Maintain the natural habit for the forsythia by selectively pruning unproductive branches immediately after bloom and trimming the rest by about a third. After bloom, you can cut the spiraea more severely, even to the ground. Next year's bloom is produced on this year's growth. Neither plant look its best when grown by control junkies who must have the tight sheared look.
It is a rare gardener, however, who lets the spiraea develop its true potential with long arching stems reaching 6 to 8 feet in height. Several forsythia varieties are happiest in the 7 to 9 foot range, but there are dwarf forms mentioned below.
Feed now with light application of a slow released balanced fertilizer and again in mid-summer.
If you are unfortunate enough to find yourself without a spiraea or forsythia, now is a great time to plant some of these fine shrubs. Choose a site in full sun to partial shade. Prepare a bed by incorporating 3 to 4 inches of organic matter and two pounds of a 5-10-5 fertilizer per 100 square feet of planting area, tilling deeply.
Dig the planting hole three to five times as wide as the root ball but no deeper. Place the plant in the hole and backfill with soil to two-thirds the depth. Tamp the soil and water to settle, add the remaining backfill, repeat the process and apply mulch. In light of the current moisture situation, keep them well watered and mulched.
The graceful weeping of the branches adorned with white or yellow spring flowers make these plants ideal for the back of the shrub beds and combined with spring bulbs, azaleas and evergreens like hollies.
The bluish-green foliage of the spiraea stands out against the dark green of other plants. The fall foliage is a welcome yellow or orange. While this spiraea is sold almost totally generic, the two species we think of as bridal wreaths are spiraea prunifolium and spiraea vanhouttei.
Renaissance and Snow White are the two main varieties of vanhouttei. Also try selections of Spiraea bumalda such as Anthony Waterer that has pink blooms in summer and fall.

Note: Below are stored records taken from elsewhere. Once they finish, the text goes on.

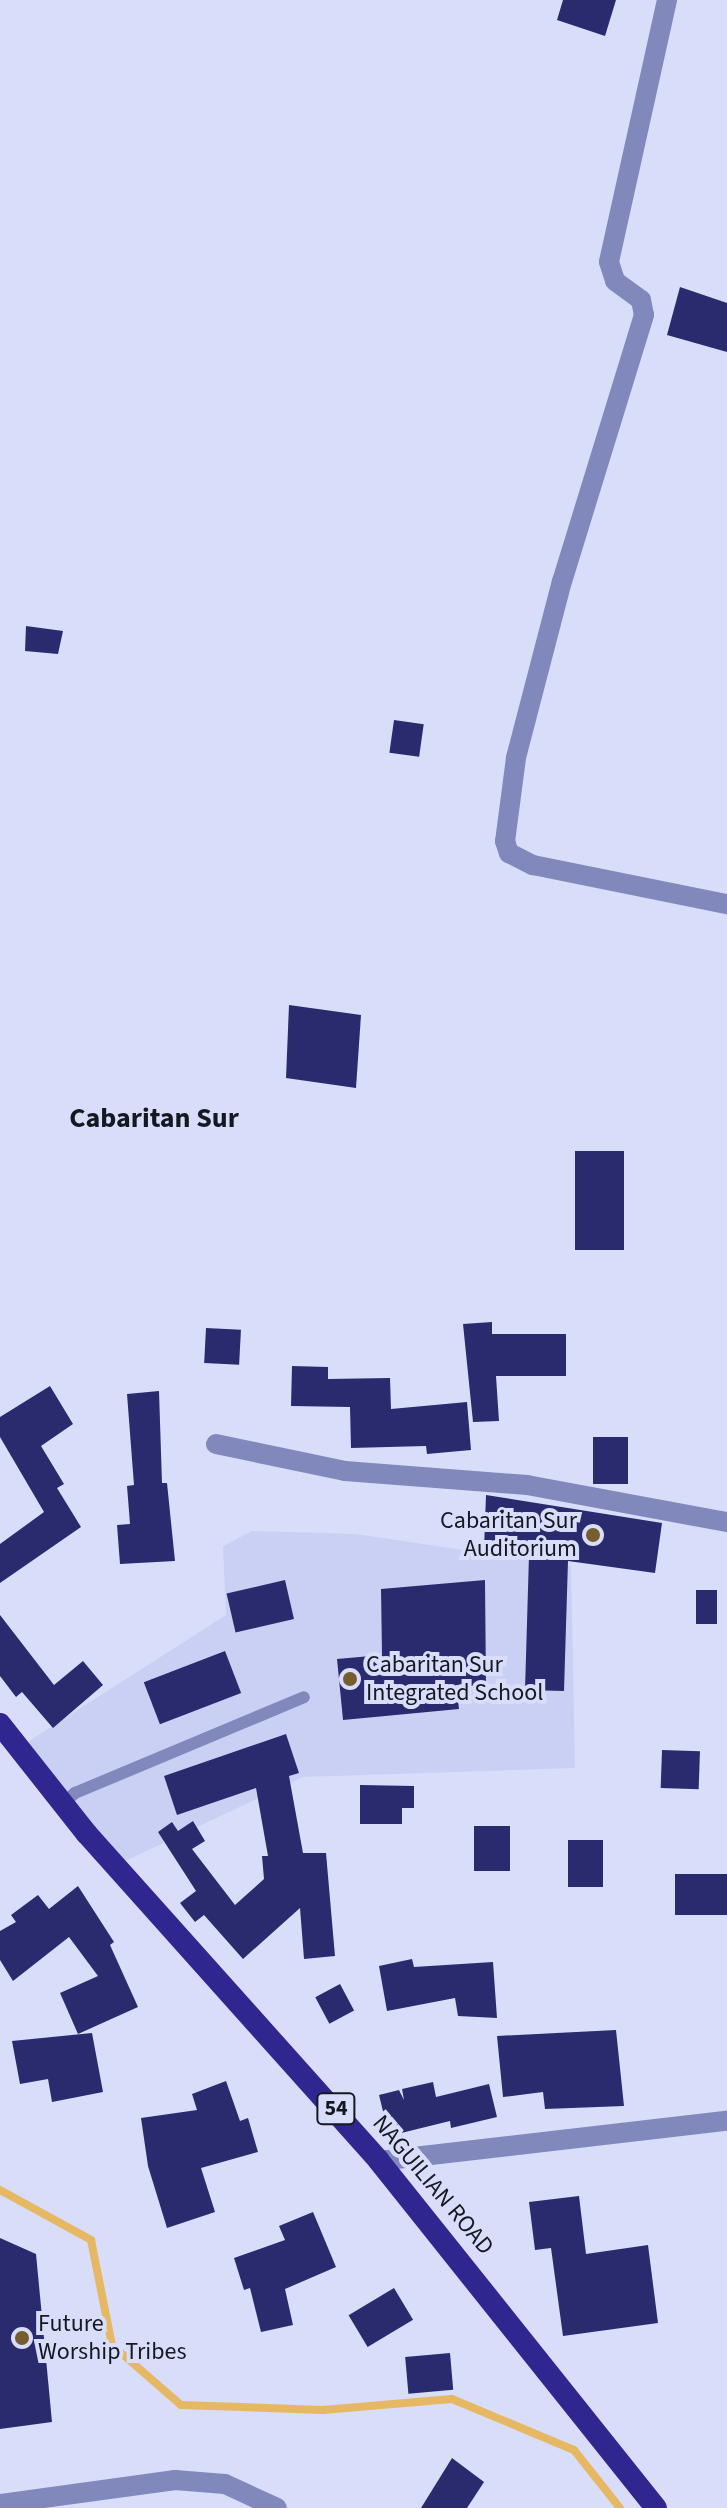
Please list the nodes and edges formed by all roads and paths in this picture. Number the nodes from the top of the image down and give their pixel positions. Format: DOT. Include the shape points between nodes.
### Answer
graph roads {
  1 [pos="667,0"];
  2 [pos="727,904"];
  3 [pos="216,1444"];
  4 [pos="727,1522"];
  5 [pos="304,1697"];
  6 [pos="0,1724"];
  7 [pos="62,1805"];
  8 [pos="727,2121"];
  9 [pos="379,2161"];
  10 [pos="0,2504"];
  11 [pos="277,2508"];
  12 [pos="656,2508"];
  1 -- 2 [label="street" via="609,262 615,281 641,300 644,315 562,581 516,758 505,841 509,853 533,865"];
  3 -- 4 [label="street" via="345,1471 527,1485"];
  5 -- 7 [label="lane" via="75,1793"];
  6 -- 7 [label="highway, NAGUILIAN ROAD / 54"];
  7 -- 9 [label="highway, NAGUILIAN ROAD / 54"];
  8 -- 9 [label="street"];
  9 -- 12 [label="highway, NAGUILIAN ROAD / 54"];
  10 -- 11 [label="street" via="175,2480 225,2484"];
}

Forsythia shopping is better, and many gardeners will be surprised to know there are more than 30 varieties available. Dwarf compact forms to try are Gold Tide and Golden Nugget. Those of typical height you may want to try are Spring Glory, Linwood Gold and Spectabilis.
Garden naturally with your spiraea, forsythia, abelias and even antique roses. The natural habit of these plants is pleasing to the eye and the landscape.